Many of them are mysteries. They do not, like the tramps and the vagabonds, wear their heart upon their sleeve. There is no confidence between them and the other occupants of the "writing-room" in the poor man's hotel.
Some of them have held good positions in mercantile offices and lost them. One or two are lawyers' clerks with whom the world has gone wrong. A fair percentage have come to envelope-directing in a common lodging-house through drink, others through an act that has caused them to forfeit the character essential for a re-engagement. Some of them owe their downfall to the turf. One or two have a conviction standing against them, and that is the sort of thing that stands against you till the last. All have wandered or stumbled into the slough from which few ever emerge to gain a foothold again upon firm ground.

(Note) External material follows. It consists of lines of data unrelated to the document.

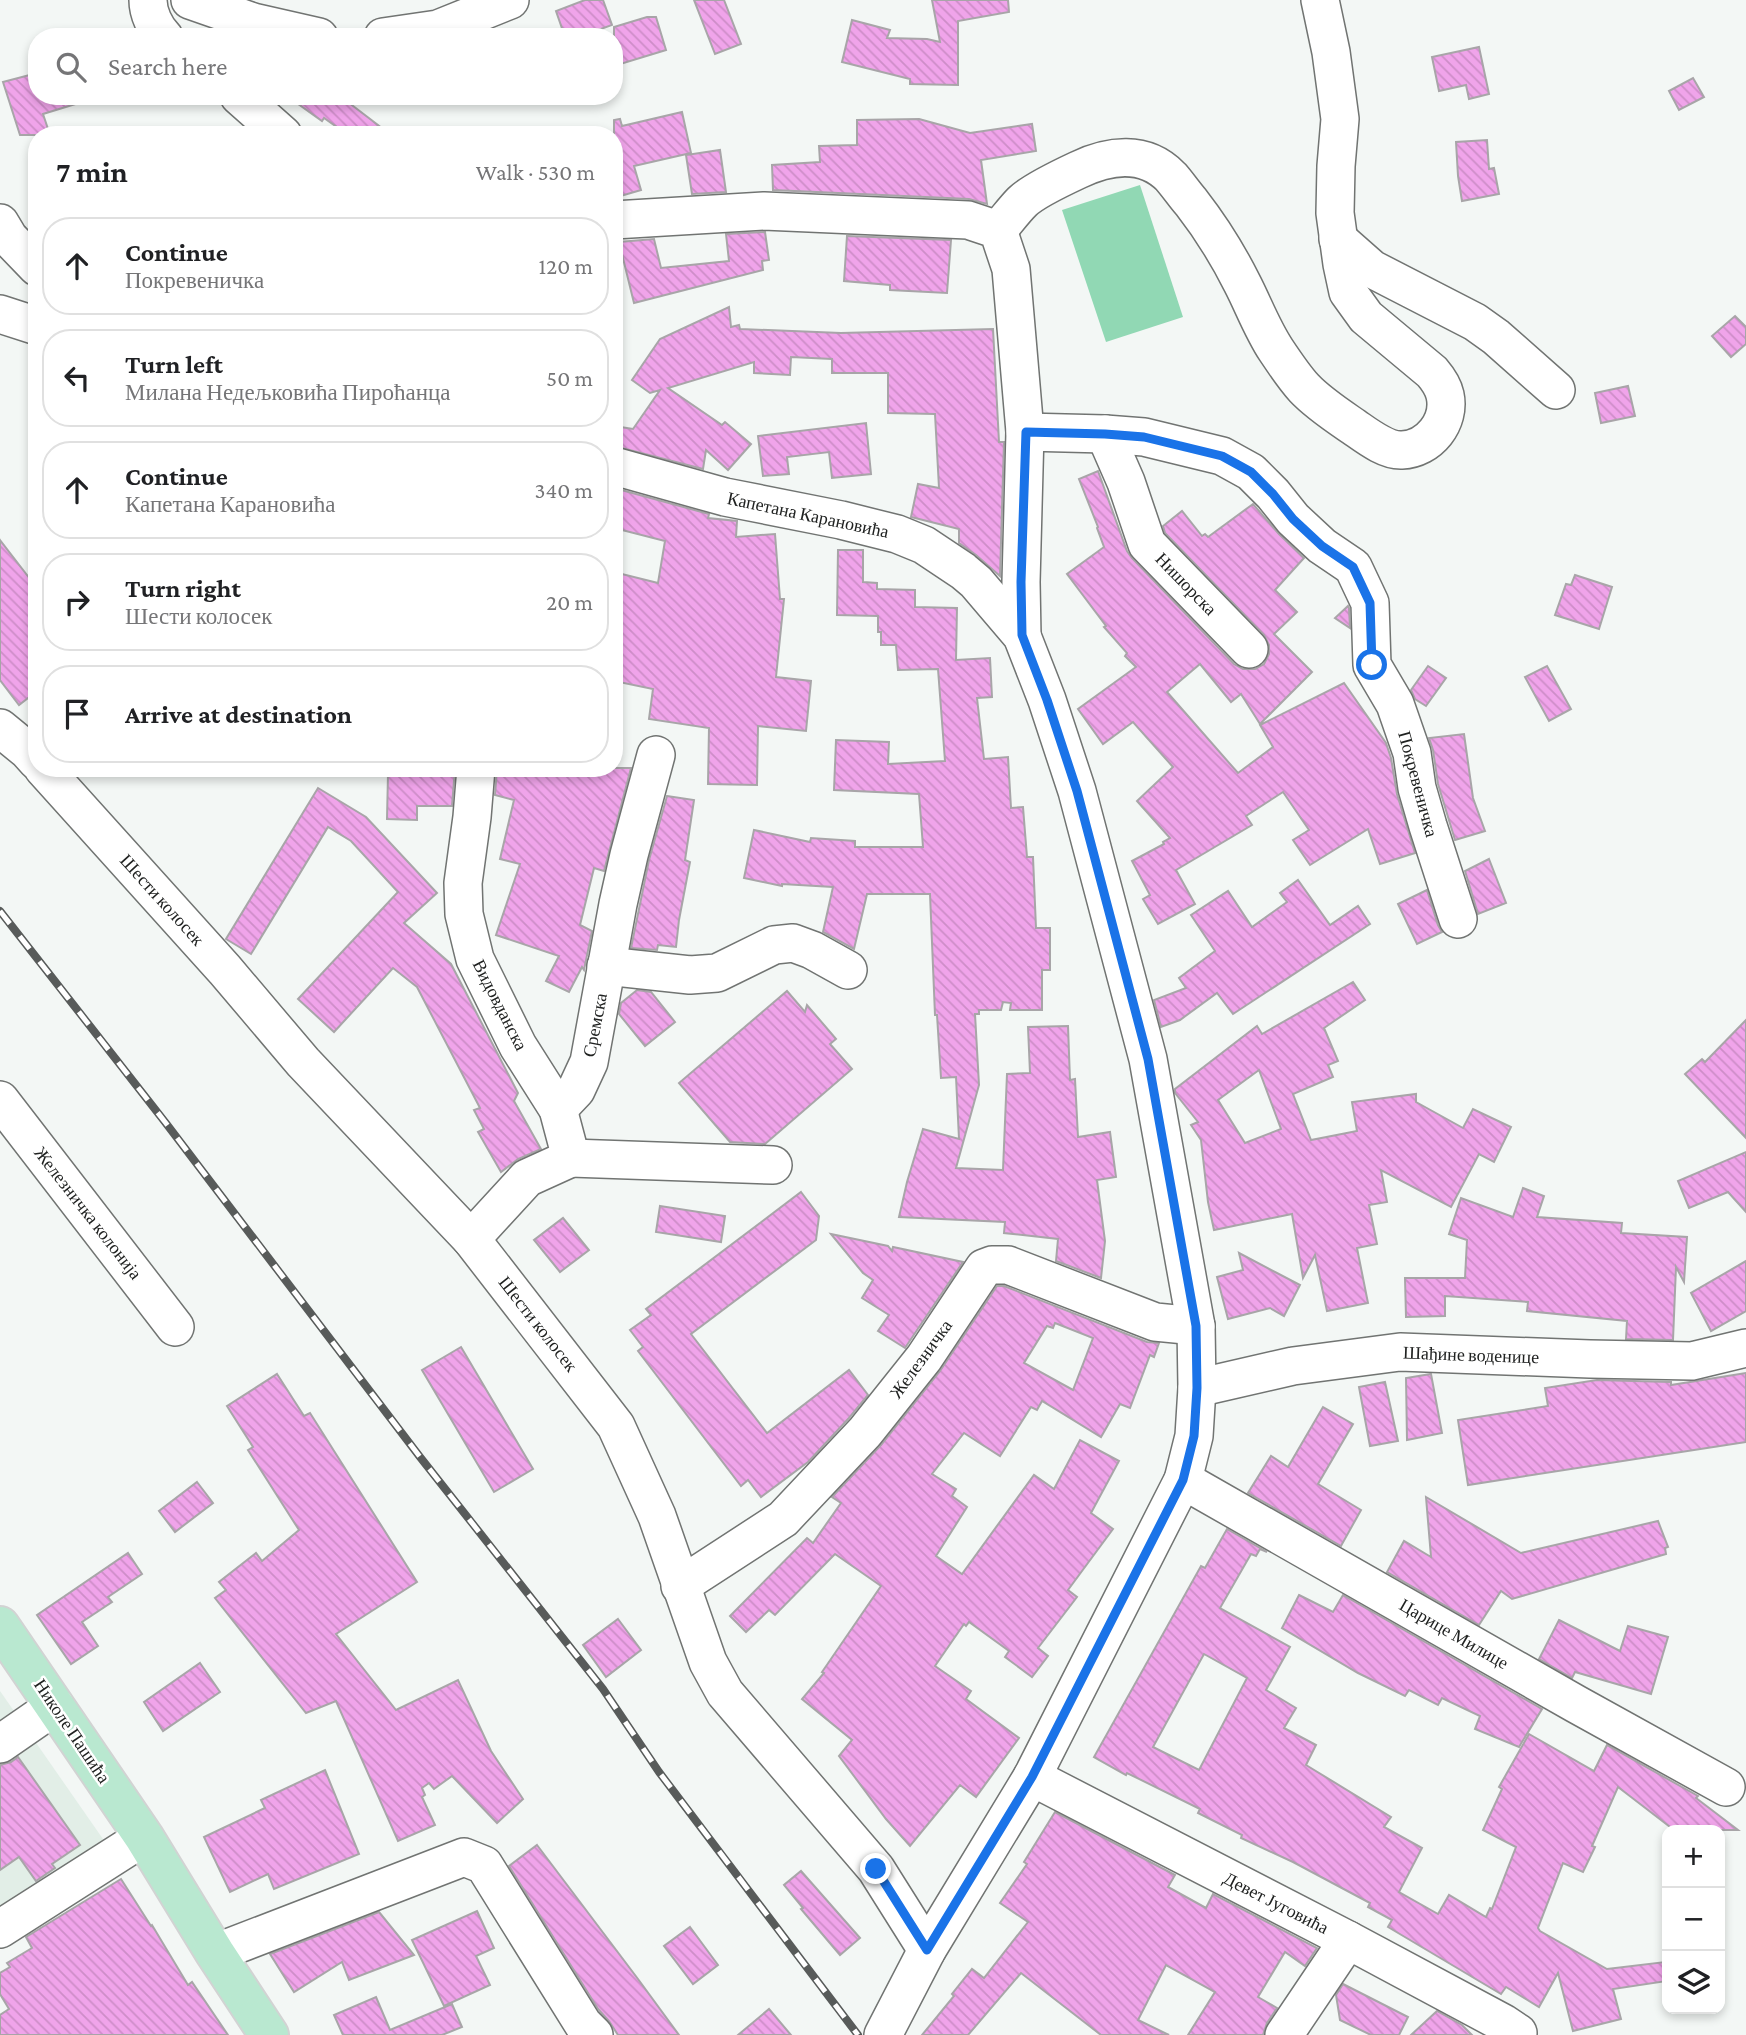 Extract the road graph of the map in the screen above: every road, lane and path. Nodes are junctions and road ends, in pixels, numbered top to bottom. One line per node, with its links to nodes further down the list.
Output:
1 (148, 0): 5 (street)
2 (190, 0): 6 (street)
3 (510, 0): 7 (street)
4 (1320, 0): 13 (street)
5 (157, 28)
6 (279, 28)
7 (440, 28)
8 (249, 105): 9 (street)
9 (274, 126)
10 (623, 219): 12 (street)
11 (0, 223): 14 (street)
12 (998, 230): 13 (street); 18 (street)
13 (1338, 239): 17 (street)
14 (28, 258)
15 (0, 313): 16 (street)
16 (28, 323)
17 (1556, 390)
18 (1026, 432): 19 (street, Покревеничка); 21 (street)
19 (1105, 434): 22 (street, Нишорска); 28 (street, Покревеничка)
20 (623, 469): 21 (street, Капетана Карановића)
21 (1022, 635): 36 (street, Капетана Карановића)
22 (1249, 649)
23 (0, 728): 24 (street)
24 (28, 751)
25 (656, 755): 29 (street, Сремска)
26 (51, 777): 35 (street, Шести колосек)
27 (475, 777): 32 (street, Видовданска)
28 (1458, 919)
29 (606, 966): 30 (street); 32 (street, Сремска)
30 (848, 970)
31 (0, 1100): 37 (street, Железничка колонија)
32 (558, 1109): 33 (street)
33 (571, 1158): 34 (street); 35 (street)
34 (773, 1165)
35 (471, 1240): 41 (street, Шести колосек)
36 (1196, 1326): 39 (street, Капетана Карановића); 41 (street, Железничка)
37 (175, 1327)
38 (1746, 1348): 39 (street, Шађине воденице)
39 (1197, 1388): 40 (street, Капетана Карановића)
40 (1183, 1480): 45 (street, Капетана Карановића); 46 (street, Царице Милице)
41 (681, 1586): 50 (street, Шести колосек)
42 (0, 1626): 43 (main road, Николе Пашића)
43 (55, 1706): 44 (street); 47 (main road, Николе Пашића)
44 (0, 1744)
45 (1032, 1777): 49 (street, Девет Југовића); 50 (street, Капетана Карановића)
46 (1726, 1787)
47 (144, 1837): 48 (street); 51 (main road, Николе Пашића)
48 (0, 1929)
49 (1348, 1940): 52 (street, Девет Југовића); 56 (street)
50 (927, 1950): 55 (street, Капетана Карановића)
51 (215, 1953): 53 (main road, Николе Пашића); 54 (street)
52 (1518, 2034)
53 (269, 2035)
54 (594, 2035)
55 (883, 2035)
56 (1284, 2035)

In this room, in which a score of well-educated men are writing hard all Sunday long to get a few coppers, the stragglers of a doomed legion are really making the last stand. They may fight desperately, and hold their ground for a time, but they will yield eventually, and the hospital or the workhouse will claim them.
Yet some of them have homes they have forfeited, wives and children from whom by their own act they have separated themselves for ever.
Among the men I have met in a common lodging-house is one who, every now and then, is interviewed in the common kitchen by his family solicitor. He is a trustee to a marriage settlement, and his signature is occasionally necessary to deeds and transfers. A little while back he had to put his signature to a cheque for £72,000. Why, under these circumstances, is there no home for him—no position open to him in which at least he could earn the rent of a private lodging?
That is a mystery the solution of which is known only to himself, his relatives, and the family solicitor. He has a wife and sons and daughters, and they live in a pretty villa and keep servants, entertain, and visit their neighbours.
But many a night since the thing happened that made it impossible for him ever again to be seen with his own people he has been too poor even to afford the few pence for a doss-house bed, and has had to seek shelter in one of the night refuges for the utterly destitute or sleep under a railway arch.
If we were to stand at the entrance of a lodging-house such as this for a night and watch the guests as they come in—some of them so late that on the outside lamp is the reassuring notice, "A Night Porter kept"—we should see a strange procession of human documents.
If we knew the story of each we should have the details of life romances far more dramatic and haunting than those which are the stock-in-trade of fictionists who sit at home at ease and imagine things.
Look at this man, for instance, who is limping in and cringing to the deputy. If you are in the kitchen to-morrow morning you will see him do the same to a sturdy fellow who enters jauntily. You will see him take a teapot from the hob, where he has been keeping it hot, and put it on the table before the new arrival. The one man is the valet of the other. For a copper or two a week he cleans the other man's boots and gets his breakfast ready.